Stored data entries:
BEGIN

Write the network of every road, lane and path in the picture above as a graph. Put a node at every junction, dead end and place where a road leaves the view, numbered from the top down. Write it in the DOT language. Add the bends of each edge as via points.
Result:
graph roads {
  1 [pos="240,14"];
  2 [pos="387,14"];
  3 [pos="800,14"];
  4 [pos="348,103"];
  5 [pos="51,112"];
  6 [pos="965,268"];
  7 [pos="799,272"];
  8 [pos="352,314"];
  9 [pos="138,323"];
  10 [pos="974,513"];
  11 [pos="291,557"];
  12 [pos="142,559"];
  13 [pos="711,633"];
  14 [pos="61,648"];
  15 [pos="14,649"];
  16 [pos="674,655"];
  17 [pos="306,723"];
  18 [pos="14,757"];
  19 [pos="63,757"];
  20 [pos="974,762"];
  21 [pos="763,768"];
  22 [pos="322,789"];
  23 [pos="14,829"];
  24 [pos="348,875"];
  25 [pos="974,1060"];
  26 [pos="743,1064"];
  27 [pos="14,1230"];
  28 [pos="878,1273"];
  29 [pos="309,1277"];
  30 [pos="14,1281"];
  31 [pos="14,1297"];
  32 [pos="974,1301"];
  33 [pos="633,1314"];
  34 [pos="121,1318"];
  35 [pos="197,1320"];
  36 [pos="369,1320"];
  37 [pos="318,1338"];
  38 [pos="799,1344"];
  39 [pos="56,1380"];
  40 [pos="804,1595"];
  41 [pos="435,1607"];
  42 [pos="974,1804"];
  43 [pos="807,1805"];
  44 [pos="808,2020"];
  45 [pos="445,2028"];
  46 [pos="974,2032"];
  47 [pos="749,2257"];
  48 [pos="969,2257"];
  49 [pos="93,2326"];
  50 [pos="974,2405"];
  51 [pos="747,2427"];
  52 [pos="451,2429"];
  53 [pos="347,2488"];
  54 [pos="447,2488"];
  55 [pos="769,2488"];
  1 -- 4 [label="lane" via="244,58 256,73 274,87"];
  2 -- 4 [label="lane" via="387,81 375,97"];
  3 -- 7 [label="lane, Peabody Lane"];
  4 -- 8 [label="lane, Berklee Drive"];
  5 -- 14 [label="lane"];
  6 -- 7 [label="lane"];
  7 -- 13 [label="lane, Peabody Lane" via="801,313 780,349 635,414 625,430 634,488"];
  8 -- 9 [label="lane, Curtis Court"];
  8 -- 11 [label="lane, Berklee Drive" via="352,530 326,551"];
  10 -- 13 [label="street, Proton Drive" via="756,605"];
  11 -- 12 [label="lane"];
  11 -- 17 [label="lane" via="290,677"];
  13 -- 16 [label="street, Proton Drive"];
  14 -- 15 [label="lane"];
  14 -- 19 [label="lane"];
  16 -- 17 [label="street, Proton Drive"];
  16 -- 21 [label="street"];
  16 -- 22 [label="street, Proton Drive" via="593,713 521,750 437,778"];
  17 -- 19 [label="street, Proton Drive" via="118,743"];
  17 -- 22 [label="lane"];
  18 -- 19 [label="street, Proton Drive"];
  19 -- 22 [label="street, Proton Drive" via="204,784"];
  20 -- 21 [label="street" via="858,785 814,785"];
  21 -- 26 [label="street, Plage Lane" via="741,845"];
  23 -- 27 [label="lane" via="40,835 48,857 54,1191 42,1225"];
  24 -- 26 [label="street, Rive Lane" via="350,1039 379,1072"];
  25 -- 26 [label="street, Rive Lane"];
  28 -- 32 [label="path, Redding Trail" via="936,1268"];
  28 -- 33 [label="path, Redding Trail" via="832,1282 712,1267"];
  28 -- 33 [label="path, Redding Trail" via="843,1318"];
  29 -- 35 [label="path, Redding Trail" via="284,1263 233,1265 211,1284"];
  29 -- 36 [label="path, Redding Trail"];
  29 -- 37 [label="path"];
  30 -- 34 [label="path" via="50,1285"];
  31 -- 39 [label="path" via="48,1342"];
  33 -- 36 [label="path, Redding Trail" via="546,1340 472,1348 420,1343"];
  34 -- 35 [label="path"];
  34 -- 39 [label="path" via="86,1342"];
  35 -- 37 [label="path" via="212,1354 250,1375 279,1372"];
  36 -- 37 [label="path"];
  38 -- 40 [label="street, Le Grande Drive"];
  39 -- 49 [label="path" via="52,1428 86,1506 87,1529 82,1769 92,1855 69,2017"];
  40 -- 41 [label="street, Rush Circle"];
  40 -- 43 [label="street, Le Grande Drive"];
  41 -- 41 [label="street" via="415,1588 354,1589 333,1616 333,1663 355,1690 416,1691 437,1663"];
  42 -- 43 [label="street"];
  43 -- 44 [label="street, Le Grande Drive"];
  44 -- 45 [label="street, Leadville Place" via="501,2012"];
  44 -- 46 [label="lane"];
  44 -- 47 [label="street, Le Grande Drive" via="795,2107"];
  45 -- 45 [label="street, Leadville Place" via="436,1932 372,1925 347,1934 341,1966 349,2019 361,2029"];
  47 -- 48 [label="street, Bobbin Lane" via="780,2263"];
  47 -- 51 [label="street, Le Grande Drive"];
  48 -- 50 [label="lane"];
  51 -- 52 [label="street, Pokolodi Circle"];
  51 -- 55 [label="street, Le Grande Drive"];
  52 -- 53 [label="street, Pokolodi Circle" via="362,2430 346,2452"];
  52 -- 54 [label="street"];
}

END

**Task directions**
Find every line in the records above that holds the word "Proton", and copy each one.

**Answer space**
  10 -- 13 [label="street, Proton Drive" via="756,605"];
  13 -- 16 [label="street, Proton Drive"];
  16 -- 17 [label="street, Proton Drive"];
  16 -- 22 [label="street, Proton Drive" via="593,713 521,750 437,778"];
  17 -- 19 [label="street, Proton Drive" via="118,743"];
  18 -- 19 [label="street, Proton Drive"];
  19 -- 22 [label="street, Proton Drive" via="204,784"];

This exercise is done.